Oleh
Asep Rudi Casmana
Mahasiswa
merupakan agen perubahan, dalam kehidupan di kampus mahasiswa sering dikatakan
sebagai agent of change. Maksudnya
adalah bahwa mahasiswa memiliki peranan yang penting dalam menentukan arah dan
tujuan dari suatu peradaban. Ada suatu pepatah yang mengatakan bahwa apa yang
telah terjadi pada saat ini merupakan akibat dari perbuatan seseorang yang
telah dilakukan mulai dari sepuluh tahun yang lalu, sedangkan apa yang kita
lakukan pada hari ini maka dampaknya akan dirasakan pada sepuluh tahun yang
akan datang. Sebagai salah satu contoh dari hal itu adalah kisah pergerakan
pada tahun 1998, pergerakan mahasiswa pada saat itu sangat kuat sehingga rezim
Soeharto berhasil diberhentikan dan diganti dengan reformasi.

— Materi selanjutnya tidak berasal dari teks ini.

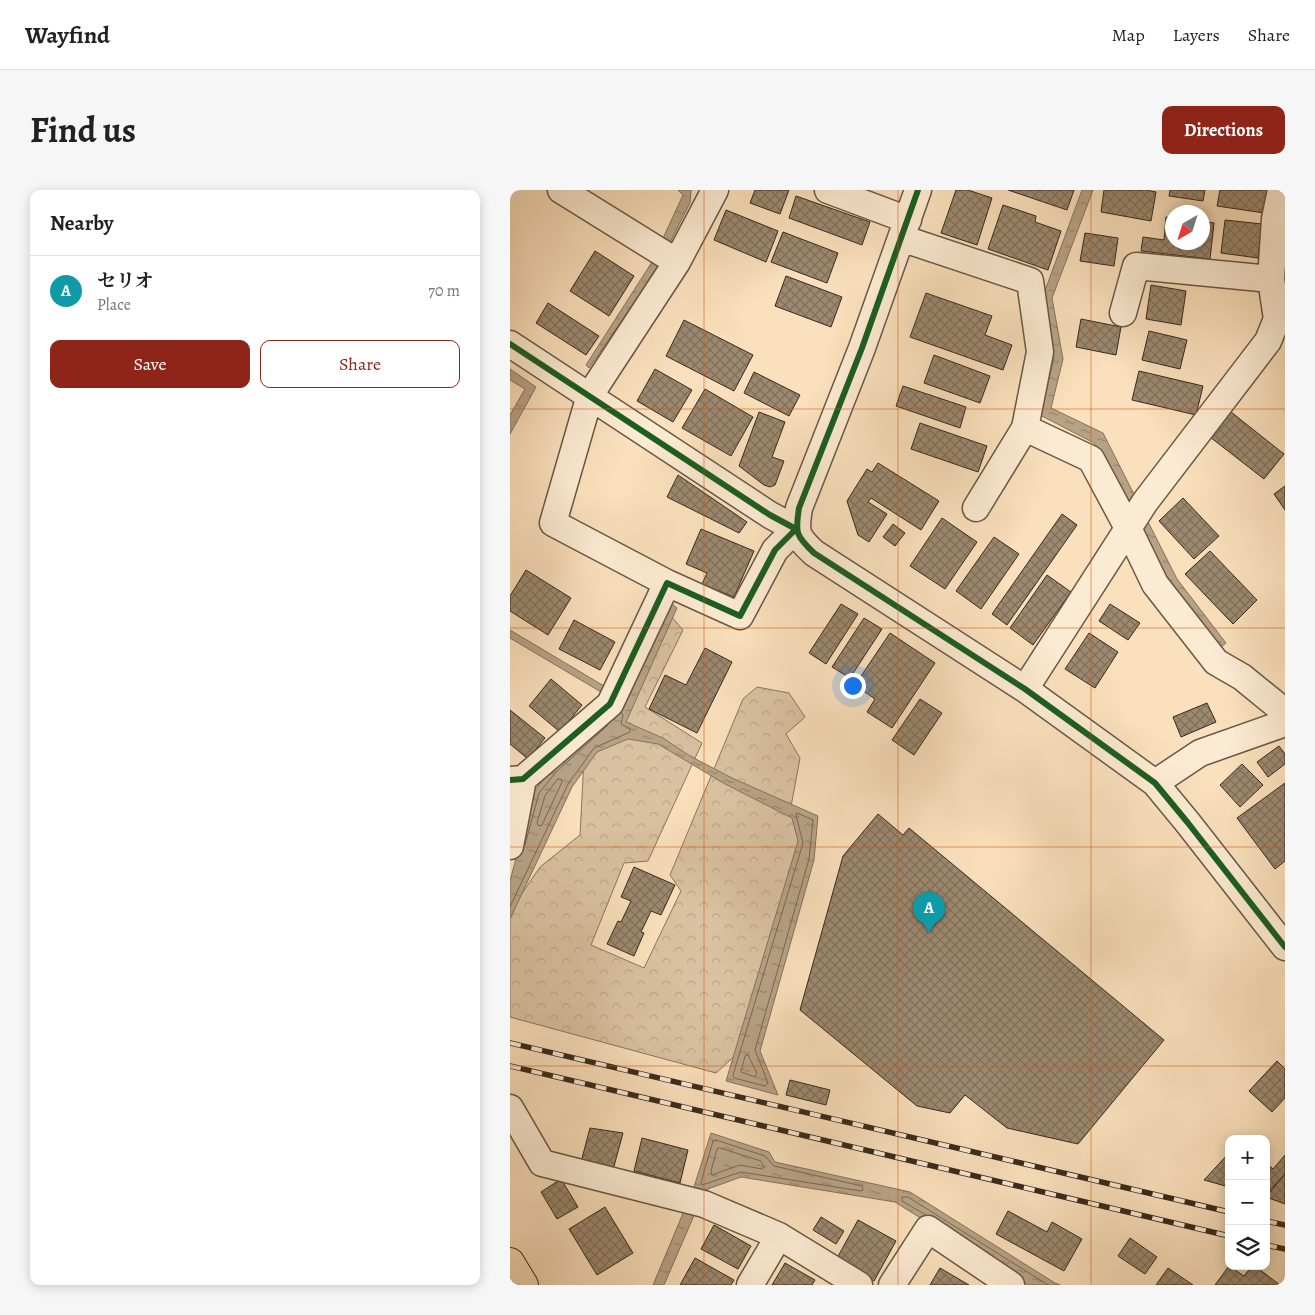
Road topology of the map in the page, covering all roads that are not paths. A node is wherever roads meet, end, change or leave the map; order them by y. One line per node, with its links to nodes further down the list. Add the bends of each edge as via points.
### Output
1 (561, 190): 7 (street)
2 (715, 190): 7 (street)
3 (828, 190): 6 (street)
4 (918, 190): 6 (street)
5 (1281, 190): 8 (street, via 1275,220)
6 (905, 229): 13 (street, via 1030,281 1040,352); 15 (street, via 799,508)
7 (676, 262): 12 (street)
8 (1271, 279): 9 (street, via 1136,266); 10 (street)
9 (1123, 314)
10 (1281, 322): 16 (street)
11 (510, 344): 12 (street)
12 (590, 396): 15 (street, via 770,515); 17 (street, via 553,523)
13 (1025, 428): 14 (street); 16 (street, via 1091,459)
14 (976, 508)
15 (796, 528): 17 (street, via 776,550 740,616); 18 (street, via 814,553)
16 (1128, 528): 18 (street); 19 (street, via 1154,584 1216,662 1242,677)
17 (667, 583): 21 (street, via 610,704)
18 (1025, 689): 22 (street)
19 (1285, 712)
20 (1285, 723): 22 (street, via 1200,753)
21 (516, 779): 23 (street)
22 (1155, 783): 24 (street)
23 (510, 846)
24 (1285, 947)
25 (510, 1108): 26 (street, via 542,1163 694,1201)
26 (778, 1236): 29 (street); 30 (street)
27 (510, 1262): 28 (highway)
28 (524, 1285)
29 (750, 1285)
30 (860, 1285)
31 (892, 1285): 32 (street, via 928,1229)
32 (1011, 1285)

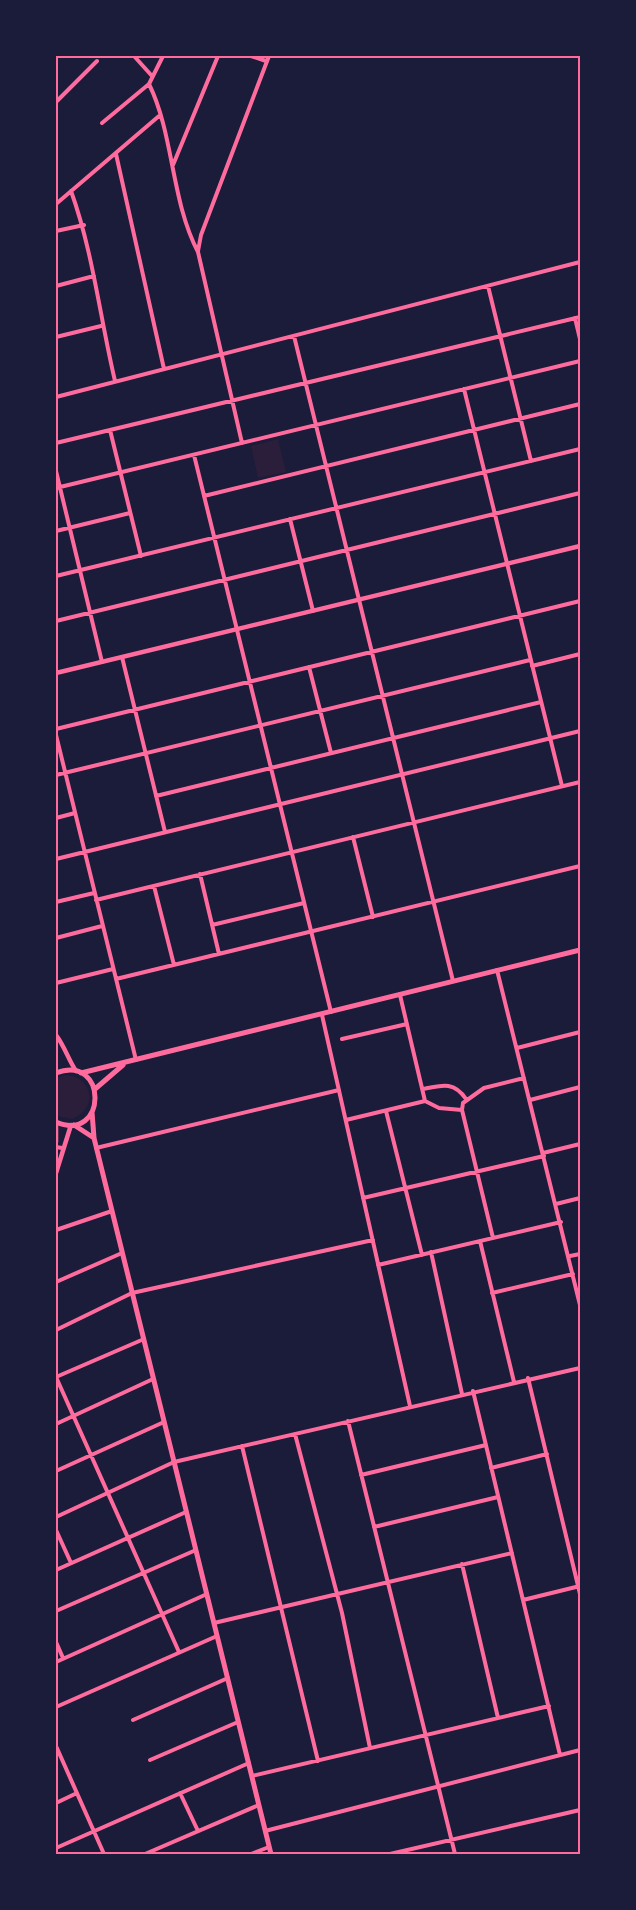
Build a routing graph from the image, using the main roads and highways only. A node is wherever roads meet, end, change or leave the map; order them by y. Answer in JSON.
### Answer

Dan beginilah
sebagai buah dari reformasi, yang menjadi para pejabat dan politisi negara ini
merupakan hasil didikan dari para guru pada masa orde baru.
Jika
melihat kenyataan yang sedang terjadi pada saat ini bahwa mahasiswa di dunia
perkuliahan terkotak-kotakan menjadi beberapa bagian. Penulis mengelompokan
dari mahasiswa tersebut menjadi tiga. Yang pertama adalah mahasiswa yang
aktifitasnya hanya sekadar kuliah di kampus lalu setelah itu langsung pulang,
atau lebih dikenal dengan istilah “mahasiswa kupu-kupu”, mereka yang tergolong
dalam kelompok ini adalah para mahasiswa yang acuh tak acuh terhadap organisasi
kemahasiswaan di kampus, entah apa yang menjadi alasan mereka hingga menjadi
seperti itu. Karena bisa saja mereka memiliki kesibukan sendiri di luar kampus,
seperti misalnya bekerja untuk menghidupi dan membayar biaya perkuliahannya
atau yang lain sebagainya. Yang kedua merupakan mahasiswa yang kerjaanya duduk
manis di depan gedung fakultasnya masing-masing atau lebih dikenal dengan
“mahasiswa kunang-kunang” atau kuliah nangkring. Mahasiswa yang tergolong dalam
tipe kedua ini sangat berbahaya, karena mereka hanya mencari kesenangan diluar
perkuliahan. Hal itu positif jika tidak mengganggu agenda perkuliahan, namun
jika aktifitas duduk nya itu sampai berjam-jam dan bahkan sampai bolos kuliah
maka itulah yang dikatakan berbahaya. Karena pada dasarnya yang mereka cari
hanyalah kesenangan tanpa dasar. Yang ketiga adalah mahasiswa yang memiliki
aktifitas rapat organisasi selain perkuliahannya atau lebih populer dikenal
sebagai “mahasiswa kura-kura”. Tipe ini merupakan suatu tipe yang sangat ideal
menurut penulis, karena ia dapat memperoleh pengalaman-pengalaman berupa soft
skill yang tidak akan mereka peroleh di bangku perkuliahan. Mereka sangat
senang bersosialisasi, mereka sangat senang memiliki banyak kawan, mereka
sangat senang berkicau dalam forum dan bahkan mereka sangat senang jika
berbicara dalam forum.
“Bukanlah seorang aktivis mahasiswa, jika ia
tidak pernah melakukan aksi demonstrasi nyata untuk membela kepentingan
bersama”
Seorang
aktivis mahasiswa selalu peka terhadap isu-isu yang sedang menjadi buah bibir
para sahabatnya. Baik itu isu internal kampusnya sendiri maupun isu eksternal
seperti permasalahan kenegaraan yang sedang rumit seperti sekarang ini. Ia akan
selalu berusaha bagaimana caranya supaya dia dan kawan-kawannya dapat terlepas
dari belengu permasalahan yang sedang terjadi. Ia akan selalu berusaha membela
yang benar menurut banyak orang dan bukan benar menurut golongannya sendiri, ia
juga akan selalu berfikir bagaimana caranya mensejahterakan orang-orang
disekelilingnya dan tidak hanya untuk dirinya sendiri. Mereka yang hanya
berkoar-koar hanya untuk kepentingannya sendiri belum dikatakan seorang aktifis,
meskipun dia menduduki sebuah jabatan struktural dalam suatu organisasi. Oleh
sebab itu aksi nyata merupakan salah satu ciri khas dari seorang aktifis.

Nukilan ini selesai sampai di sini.